A Bancada Feminista do PSOL pediu à Justiça Eleitoral a impugnação da candidatura da deputada estadual Fabiana Bolsonaro (PL-SP), sob alegação de falsidade ideológica eleitoral. O pedido questiona as diferentes autodeclarações raciais apresentadas pela parlamentar em disputas eleitorais desde 2020.
Fabiana se declarou branca nas eleições municipais de 2020, parda na eleição federal de 2022 e novamente branca no pleito de 2026. A representação do PSOL sustenta que a alteração configura fraude e prejudica a igualdade de condições entre candidaturas.
Em 2022, a deputada recebeu R$ 1.593,33 do Fundo Especial de Financiamento de Campanha destinado a candidaturas de pessoas negras, com base na autodeclaração apresentada naquele ano. A bancada também pede que ela devolva o valor.
A defesa informou que Fabiana Bolsonaro ainda não recebeu intimação e afirmou que se manifestará no processo. O advogado Alberto Rollo declarou haver “muita lacração política” no caso e atribuiu aos partidos a responsabilidade pelos registros apresentados à Justiça Eleitoral.
A deputada Fabiana Bolsonaro (PL) usou o blackface, uma prática racist4, para atingir a comunidade trans, fazendo do plenário um palco criminoso para suas ofensas. pic.twitter.com/lAm4yuPxCK
— Claudio Sem Acento (@claudiopedrosa8) March 18, 2026
Deputada também enfrenta questionamentos por ato na Alesp
Em março, Fabiana se tornou alvo de pedidos de cassação e de inquérito no Ministério Público Federal por um episódio no plenário da Assembleia Legislativa de São Paulo. As medidas citam a prática de blackface e falas consideradas transfóbicas durante uma sessão.

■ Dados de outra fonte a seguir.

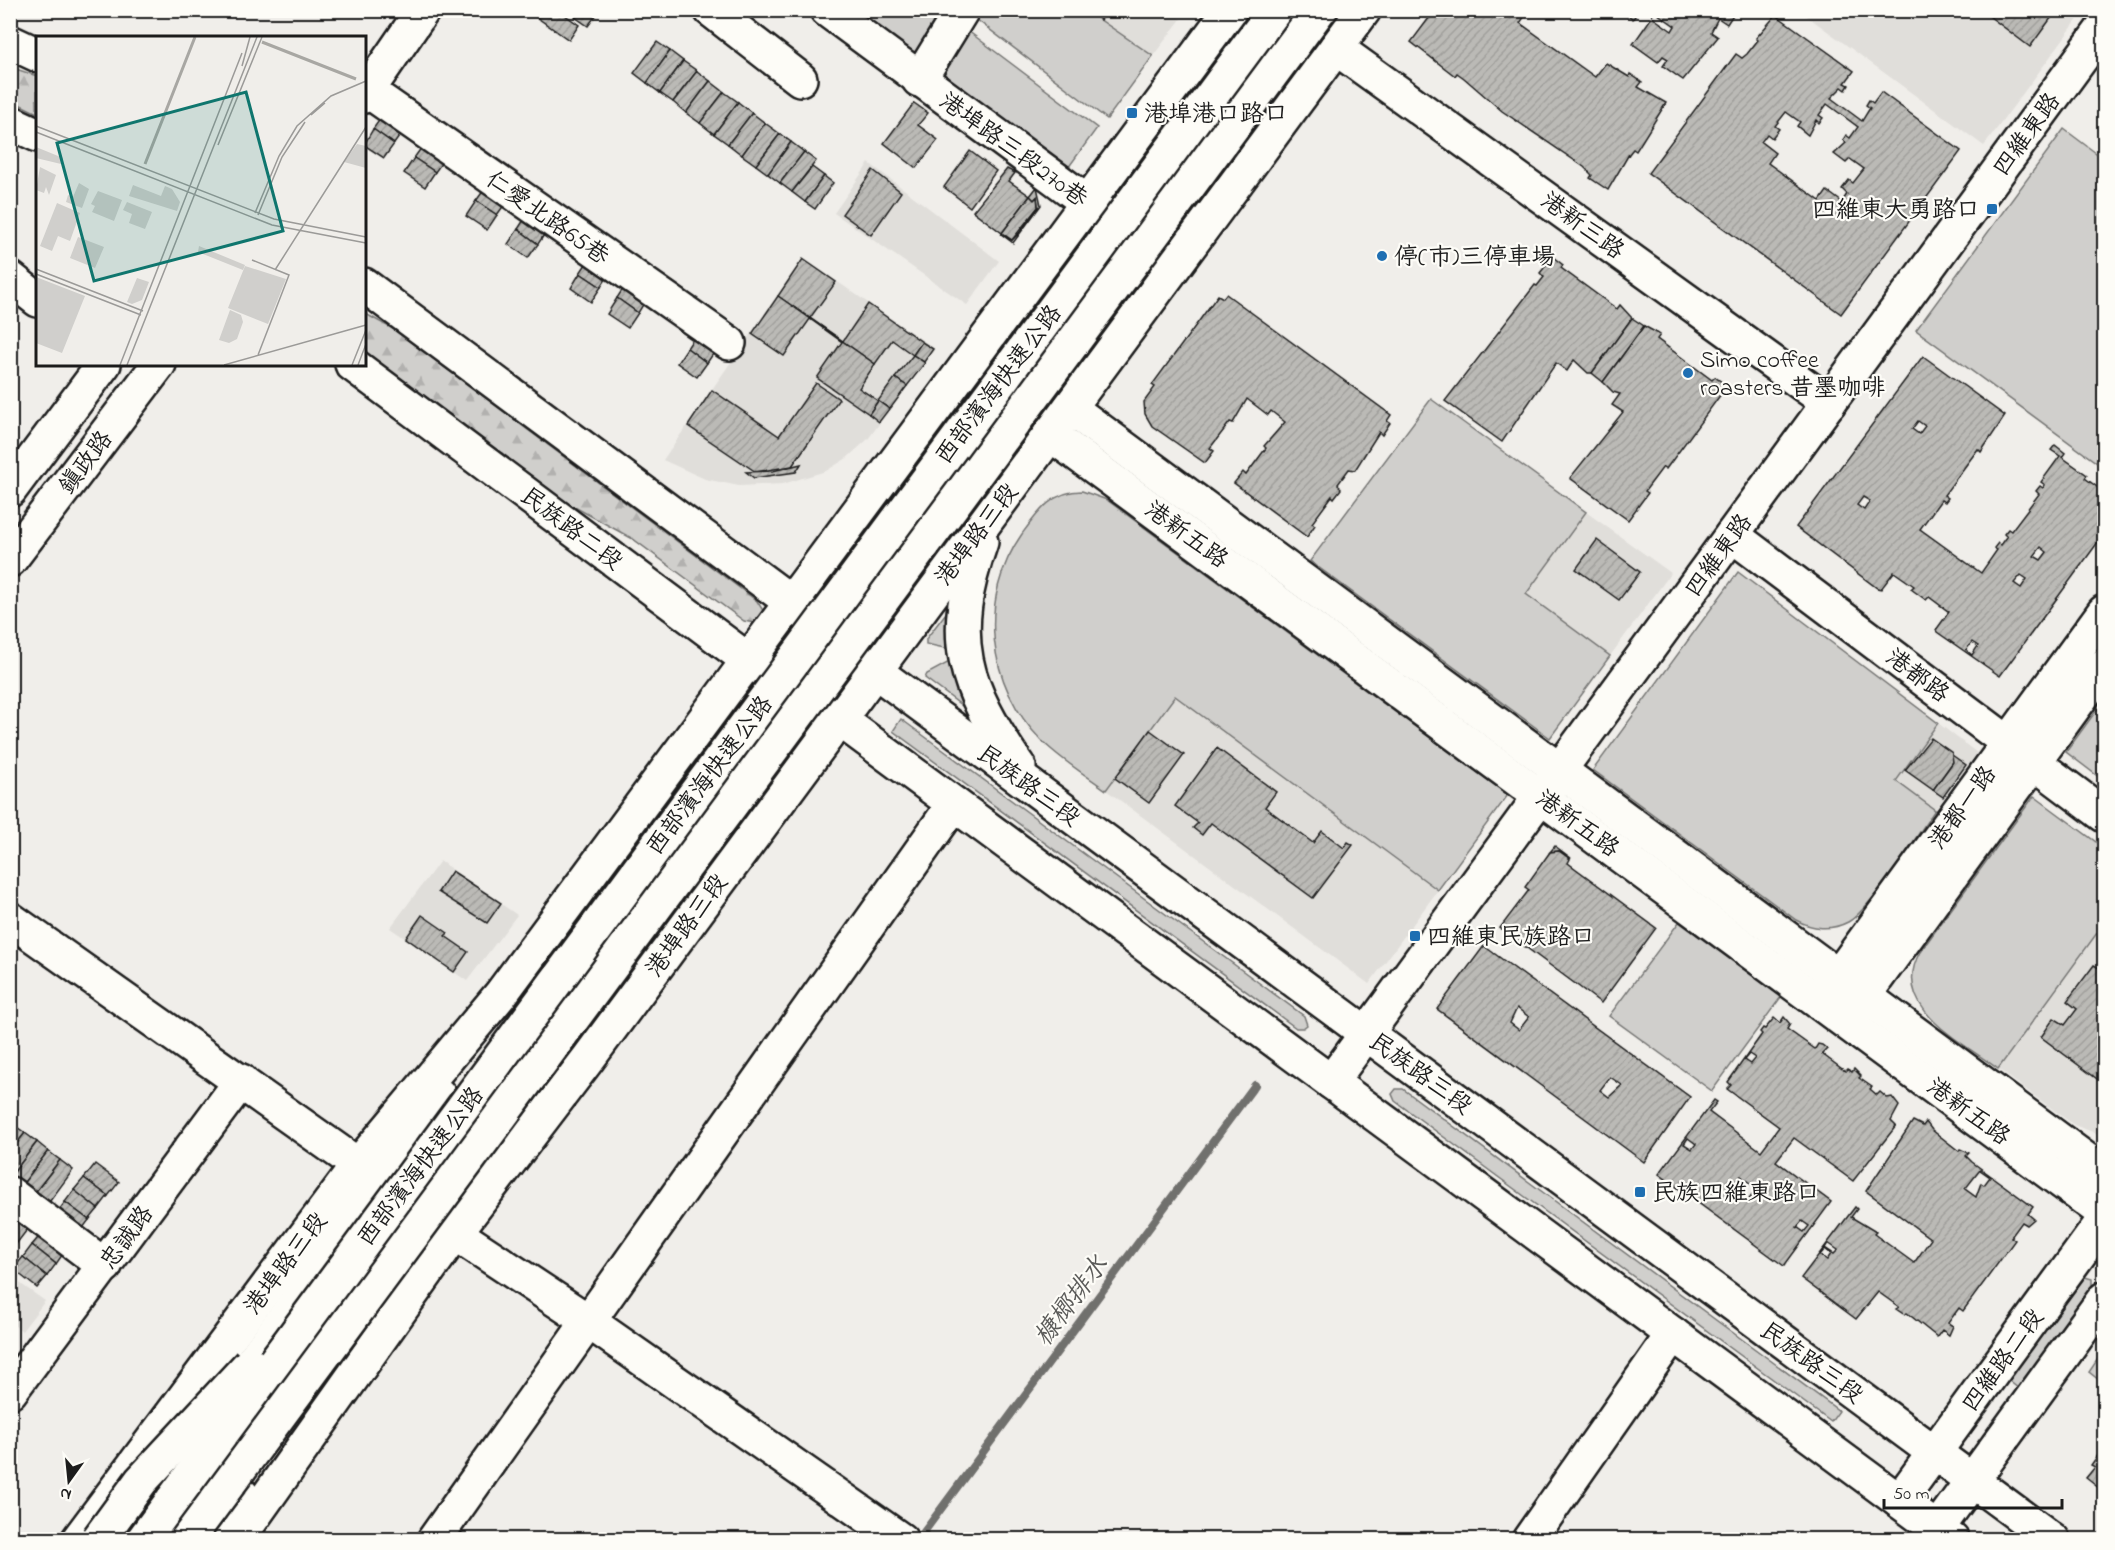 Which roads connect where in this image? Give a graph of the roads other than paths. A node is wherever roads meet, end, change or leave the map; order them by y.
1 (423, 10) edge
2 (711, 10) edge
3 (827, 10) edge
4 (962, 10) edge
5 (1230, 10) edge
6 (1275, 10) edge
7 (1319, 10) edge
8 (1364, 10) edge
9 (2104, 27) edge
10 (10, 42) edge
11 (1336, 48) junction
12 (36, 54) edge
13 (800, 79) dead end
14 (919, 81) junction
15 (366, 94) edge
16 (10, 122) edge
17 (36, 134) edge
18 (1088, 203) junction
19 (1174, 267) junction
20 (10, 278) edge
21 (366, 286) edge
22 (36, 298) edge
23 (729, 343) dead end
24 (103, 366) edge
25 (157, 366) edge
26 (355, 366) edge
27 (1829, 403) junction
28 (1070, 408) junction
29 (1050, 434) junction
30 (10, 490) edge
31 (991, 514) junction
32 (1732, 535) junction
33 (10, 560) edge
34 (791, 602) junction
35 (2104, 612) edge
36 (748, 660) junction
37 (2104, 666) edge
38 (875, 671) junction
39 (839, 719) junction
40 (2009, 743) junction
41 (2034, 762) junction
42 (1560, 770) junction
43 (1034, 788) junction
44 (1541, 795) junction
45 (954, 804) junction
46 (2104, 815) edge
47 (10, 919) edge
48 (1839, 976) junction
49 (501, 994) junction
50 (1865, 994) junction
51 (1833, 1011) junction
52 (1366, 1033) junction
53 (588, 1059) junction
54 (241, 1081) junction
55 (1331, 1082) junction
56 (358, 1165) junction
57 (2104, 1173) edge
58 (10, 1194) edge
59 (2104, 1214) edge
60 (2104, 1220) edge
61 (455, 1233) junction
62 (360, 1246) junction
63 (105, 1266) junction
64 (2104, 1299) edge
65 (588, 1321) junction
66 (1673, 1334) junction
67 (10, 1392) edge
68 (1935, 1452) junction
69 (1972, 1480) junction
70 (1899, 1501) junction
71 (1944, 1534) edge
72 (898, 1537) edge
73 (78, 1539) edge
74 (98, 1539) edge
75 (120, 1539) edge
76 (143, 1539) edge
77 (187, 1539) edge
78 (209, 1539) edge
79 (237, 1539) edge
80 (434, 1539) edge
81 (1529, 1539) edge
82 (2053, 1539) edge

1 - 15 main road
2 - 13 main road
3 - 14 main road
4 - 14 main road, 港埠路三段270巷
5 - 18 main road, 港埠路三段
6 - 62 main road, 西部濱海快速公路, bridge
7 - 77 main road, 西部濱海快速公路, bridge
8 - 11 main road, 港埠路三段
9 - 27 main road, 四維東路
10 - 12 main road
11 - 19 main road, 港埠路三段
11 - 27 main road, 港新三路
14 - 18 main road, 港埠路三段270巷
15 - 23 main road, 仁愛北路65巷
16 - 17 main road
18 - 19 main road, 港埠路三段270巷
18 - 34 main road, 港埠路三段
19 - 28 main road, 港埠路三段
20 - 22 main road
21 - 34 main road
24 - 30 main road, 鎮政路
25 - 33 main road, 鎮政路
26 - 36 main road, 民族路二段
27 - 32 main road, 四維東路
28 - 29 main road, 港埠路三段
28 - 42 main road, 港新五路
29 - 31 main road, 港埠路三段
29 - 44 main road, 港新五路
31 - 38 main road, 港埠路三段
31 - 43 main road
32 - 40 main road, 港都路
32 - 42 main road, 四維東路
34 - 36 main road, 港埠路三段
34 - 38 main road, 民族路三段
35 - 40 main road, 港都一路
36 - 39 main road, 民族路二段
36 - 49 main road, 港埠路三段
37 - 41 main road, 港都一路
38 - 39 main road, 港埠路三段
38 - 43 main road, 民族路三段
39 - 45 main road
39 - 53 main road, 港埠路三段
40 - 41 main road, 港都路
40 - 48 main road, 港都一路
41 - 46 main road, 港都路
41 - 50 main road, 港都一路
42 - 44 main road, 四維東路
42 - 48 main road, 港新五路
43 - 52 main road, 民族路三段
44 - 51 main road, 港新五路
44 - 52 main road, 四維東路
45 - 55 main road
45 - 65 main road
47 - 54 main road
48 - 50 main road, 港新五路
48 - 51 main road, 港都一路
49 - 56 main road, 港埠路三段
49 - 75 main road, 港埠路三段
50 - 51 main road, 港都一路
50 - 57 main road, 港新五路
51 - 59 main road, 港新五路
52 - 55 main road, 四維東路
52 - 68 main road, 民族路三段
53 - 61 main road, 港埠路三段
53 - 78 main road, 港埠路三段
54 - 56 main road
54 - 63 main road, 忠誠路
55 - 66 main road
56 - 73 main road, 港埠路三段
58 - 63 main road
60 - 68 main road, 四維路二段
61 - 65 main road
61 - 79 main road, 港埠路三段
62 - 74 main road, bridge
62 - 76 main road, 西部濱海快速公路, bridge
63 - 67 main road, 忠誠路
64 - 69 main road, 四維路二段
65 - 72 main road
65 - 80 main road
66 - 70 main road
66 - 81 main road
68 - 69 main road, 民族路三段
68 - 70 main road, 四維路二段
69 - 71 main road, 四維路二段
69 - 82 main road, 民族路三段
70 - 71 main road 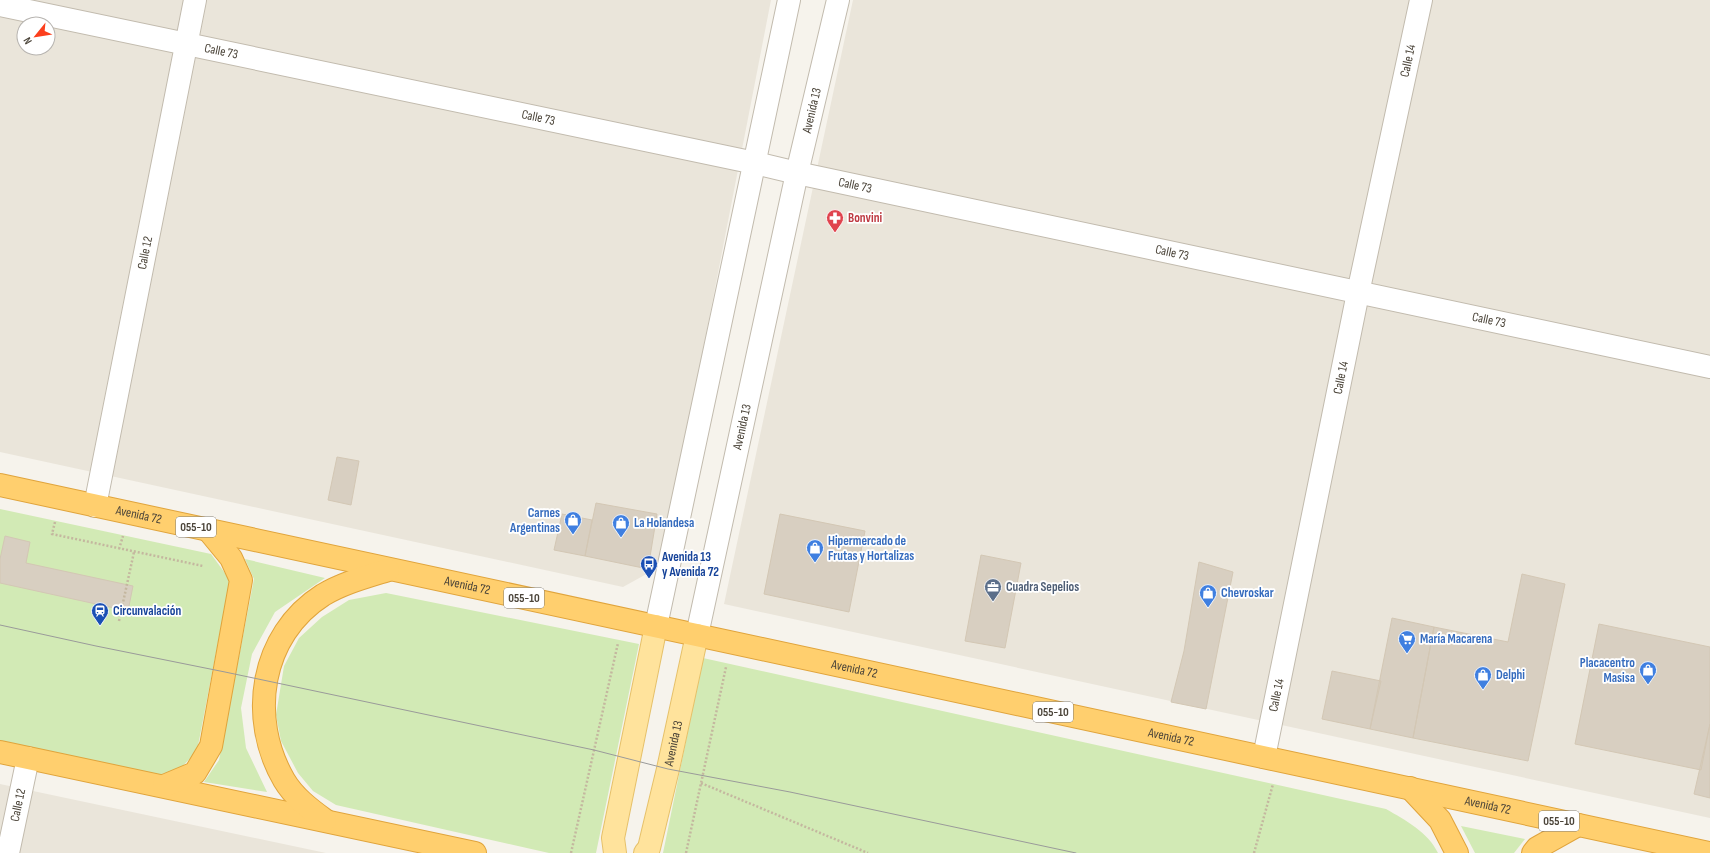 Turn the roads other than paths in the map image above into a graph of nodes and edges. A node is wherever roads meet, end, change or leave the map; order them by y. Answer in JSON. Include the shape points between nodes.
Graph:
{"nodes":[{"id":1,"x":195,"y":0,"type":"edge"},
{"id":2,"x":789,"y":0,"type":"edge"},
{"id":3,"x":838,"y":0,"type":"edge"},
{"id":4,"x":1421,"y":0,"type":"edge"},
{"id":5,"x":0,"y":5,"type":"edge"},
{"id":6,"x":185,"y":44,"type":"junction"},
{"id":7,"x":755,"y":163,"type":"junction"},
{"id":8,"x":797,"y":173,"type":"junction"},
{"id":9,"x":1358,"y":293,"type":"junction"},
{"id":10,"x":1710,"y":368,"type":"edge"},
{"id":11,"x":0,"y":485,"type":"edge"},
{"id":12,"x":95,"y":506,"type":"junction"},
{"id":13,"x":208,"y":530,"type":"junction"},
{"id":14,"x":392,"y":569,"type":"junction"},
{"id":15,"x":656,"y":626,"type":"junction"},
{"id":16,"x":696,"y":635,"type":"junction"},
{"id":17,"x":0,"y":752,"type":"edge"},
{"id":18,"x":28,"y":758,"type":"junction"},
{"id":19,"x":1272,"y":759,"type":"junction"},
{"id":20,"x":164,"y":786,"type":"junction"},
{"id":21,"x":1410,"y":788,"type":"junction"},
{"id":22,"x":329,"y":823,"type":"junction"},
{"id":23,"x":1578,"y":825,"type":"junction"},
{"id":24,"x":8,"y":853,"type":"edge"},
{"id":25,"x":475,"y":853,"type":"edge"},
{"id":26,"x":615,"y":853,"type":"edge"},
{"id":27,"x":645,"y":853,"type":"edge"},
{"id":28,"x":1457,"y":853,"type":"edge"},
{"id":29,"x":1533,"y":853,"type":"edge"},
{"id":30,"x":1709,"y":853,"type":"edge"}],
"edges":[{"from":1,"to":6,"type":"street","name":"Calle 12"},
{"from":2,"to":7,"type":"street"},
{"from":3,"to":8,"type":"street","name":"Avenida 13"},
{"from":4,"to":9,"type":"street","name":"Calle 14"},
{"from":5,"to":6,"type":"street","name":"Calle 73"},
{"from":6,"to":7,"type":"street","name":"Calle 73"},
{"from":6,"to":12,"type":"street","name":"Calle 12"},
{"from":7,"to":8,"type":"street","name":"Calle 73"},
{"from":7,"to":15,"type":"street"},
{"from":8,"to":9,"type":"street","name":"Calle 73"},
{"from":8,"to":16,"type":"street","name":"Avenida 13"},
{"from":9,"to":10,"type":"street","name":"Calle 73"},
{"from":9,"to":19,"type":"street","name":"Calle 14"},
{"from":11,"to":12,"type":"highway","name":"Avenida 72","number":"055-10"},
{"from":12,"to":13,"type":"highway","name":"Avenida 72","number":"055-10"},
{"from":13,"to":14,"type":"highway","name":"Avenida 72","number":"055-10"},
{"from":13,"to":20,"type":"highway","via":[[231,558],[241,580],[211,746],[195,772]]},
{"from":14,"to":15,"type":"highway","name":"Avenida 72","number":"055-10"},
{"from":14,"to":22,"type":"highway","via":[[354,580],[323,595],[296,618],[276,647],[265,680],[264,726],[271,754],[285,781],[304,804]]},
{"from":15,"to":16,"type":"highway","name":"Avenida 72","number":"055-10"},
{"from":15,"to":26,"type":"main road","via":[[613,838]]},
{"from":16,"to":19,"type":"highway","name":"Avenida 72","number":"055-10"},
{"from":16,"to":27,"type":"main road","name":"Avenida 13","via":[[668,769],[649,848]]},
{"from":17,"to":18,"type":"highway"},
{"from":18,"to":20,"type":"highway"},
{"from":18,"to":24,"type":"street","name":"Calle 12"},
{"from":19,"to":21,"type":"highway","name":"Avenida 72","number":"055-10"},
{"from":20,"to":22,"type":"highway"},
{"from":21,"to":23,"type":"highway","name":"Avenida 72","number":"055-10"},
{"from":21,"to":28,"type":"highway","via":[[1440,820]]},
{"from":22,"to":25,"type":"highway"},
{"from":23,"to":29,"type":"highway","via":[[1537,848]]},
{"from":23,"to":30,"type":"highway","name":"Avenida 72","number":"055-10"}]}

Na ocasião, a deputada se pintou com base para peles negras ao protestar contra a eleição da deputada federal Erika Hilton (PSOL-SP) para a presidência da Comissão de Defesa dos Direitos da Mulher da Câmara. “Eu tive os privilégios de uma pessoa branca durante toda a minha vida. Agora, aos 32 anos, decido me maquiar, me travestir como uma pessoa negra. E agora, virei negra?”, disse.
Fabiana negou ter usado blackface e afirmou que sua manifestação não teve intenção de deboche, mas expressou “reconhecimento e respeito pela luta histórica do povo negro”. Erika Hilton pediu à Justiça Eleitoral a abertura de inquérito policial para investigar a mudança da autodeclaração racial entre 2020 e 2022.
Rollo afirmou que a cliente relatou ter um avô negro e uma avó indígena e questionou se, diante dessa origem familiar, a autodeclaração como parda seria irregular. Em 2020, a candidatura da deputada tramitou pelo Patriota; em 2022, pelo PL.
A Procuradoria Regional Eleitoral do Ministério Público Federal também pediu a impugnação do registro de Fabiana por causa do uso de “Bolsonaro” na urna. O órgão sustenta que o sobrenome pode sugerir parentesco com o ex-presidente Jair Bolsonaro (PL), embora a deputada se chame Fabiana de Lima Barroso Souza e não tenha relação familiar com ele.